== Segment start ==

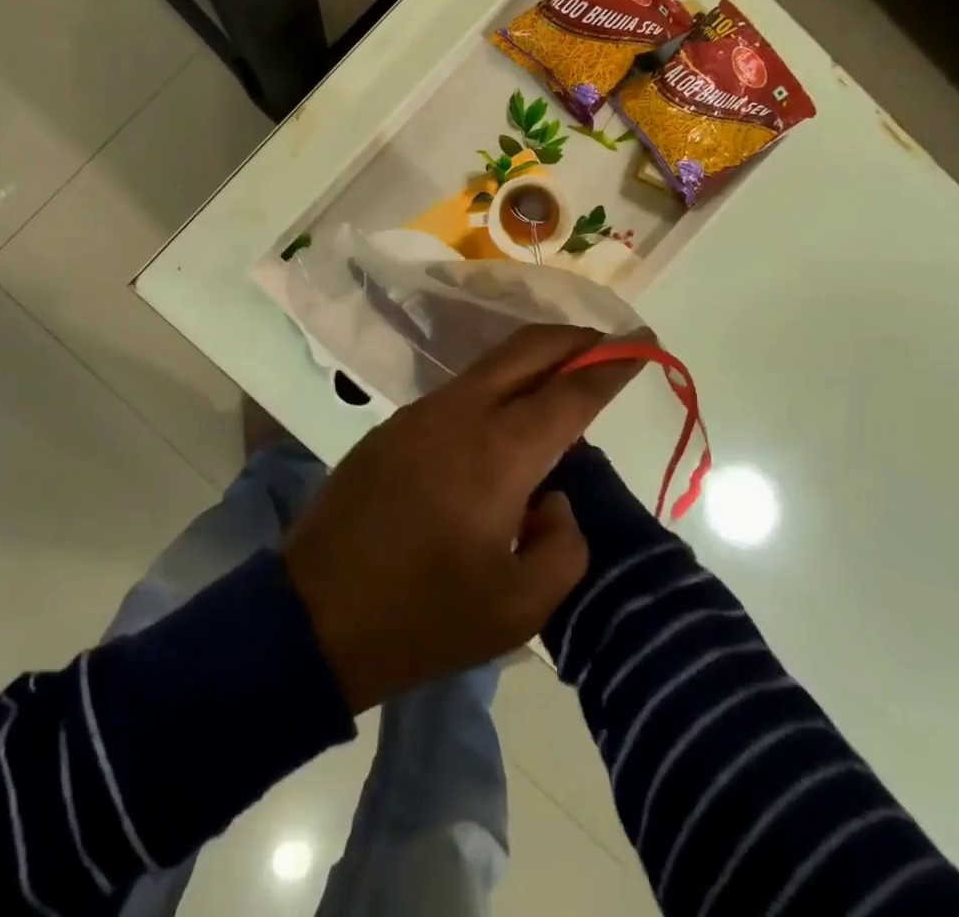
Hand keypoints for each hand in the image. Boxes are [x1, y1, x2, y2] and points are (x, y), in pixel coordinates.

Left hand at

== Segment end ==
== Segment start ==

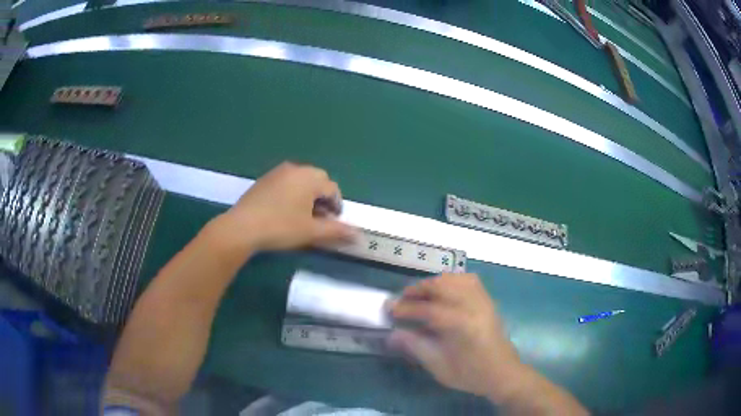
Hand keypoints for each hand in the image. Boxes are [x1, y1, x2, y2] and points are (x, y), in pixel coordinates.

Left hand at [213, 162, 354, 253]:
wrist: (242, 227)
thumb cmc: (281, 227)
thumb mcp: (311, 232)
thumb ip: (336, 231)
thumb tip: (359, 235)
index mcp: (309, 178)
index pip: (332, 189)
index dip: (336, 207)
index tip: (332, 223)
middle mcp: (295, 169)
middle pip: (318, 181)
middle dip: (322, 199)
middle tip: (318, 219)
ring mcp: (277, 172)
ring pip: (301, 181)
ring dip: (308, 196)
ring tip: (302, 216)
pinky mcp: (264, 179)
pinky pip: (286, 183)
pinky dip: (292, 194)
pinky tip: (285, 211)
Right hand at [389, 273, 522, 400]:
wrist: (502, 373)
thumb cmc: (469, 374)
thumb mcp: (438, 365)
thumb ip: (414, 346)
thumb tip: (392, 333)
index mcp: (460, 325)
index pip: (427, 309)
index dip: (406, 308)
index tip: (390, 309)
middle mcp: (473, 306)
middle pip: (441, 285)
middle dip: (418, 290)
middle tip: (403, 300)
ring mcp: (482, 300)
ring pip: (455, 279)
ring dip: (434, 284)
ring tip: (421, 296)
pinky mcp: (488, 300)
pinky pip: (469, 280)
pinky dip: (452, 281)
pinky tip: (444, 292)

== Segment end ==

◆ WHAT YOU HAVE TO DO
Using the data above, transcribe the lines that run from the line with "thumb ip: (414, 346)" to the line with "pinky tip: (444, 292)", both ends kept, and output nothing else.

◆ THE COMPLETED TASK
thumb ip: (414, 346)
thumb tip: (392, 333)
index mcp: (460, 325)
index pip: (427, 309)
index dip: (406, 308)
index tip: (390, 309)
middle mcp: (473, 306)
middle pip: (441, 285)
middle dip: (418, 290)
middle tip: (403, 300)
ring mcp: (482, 300)
ring pip: (455, 279)
ring dip: (434, 284)
ring tip: (421, 296)
pinky mcp: (488, 300)
pinky pip: (469, 280)
pinky dip: (452, 281)
pinky tip: (444, 292)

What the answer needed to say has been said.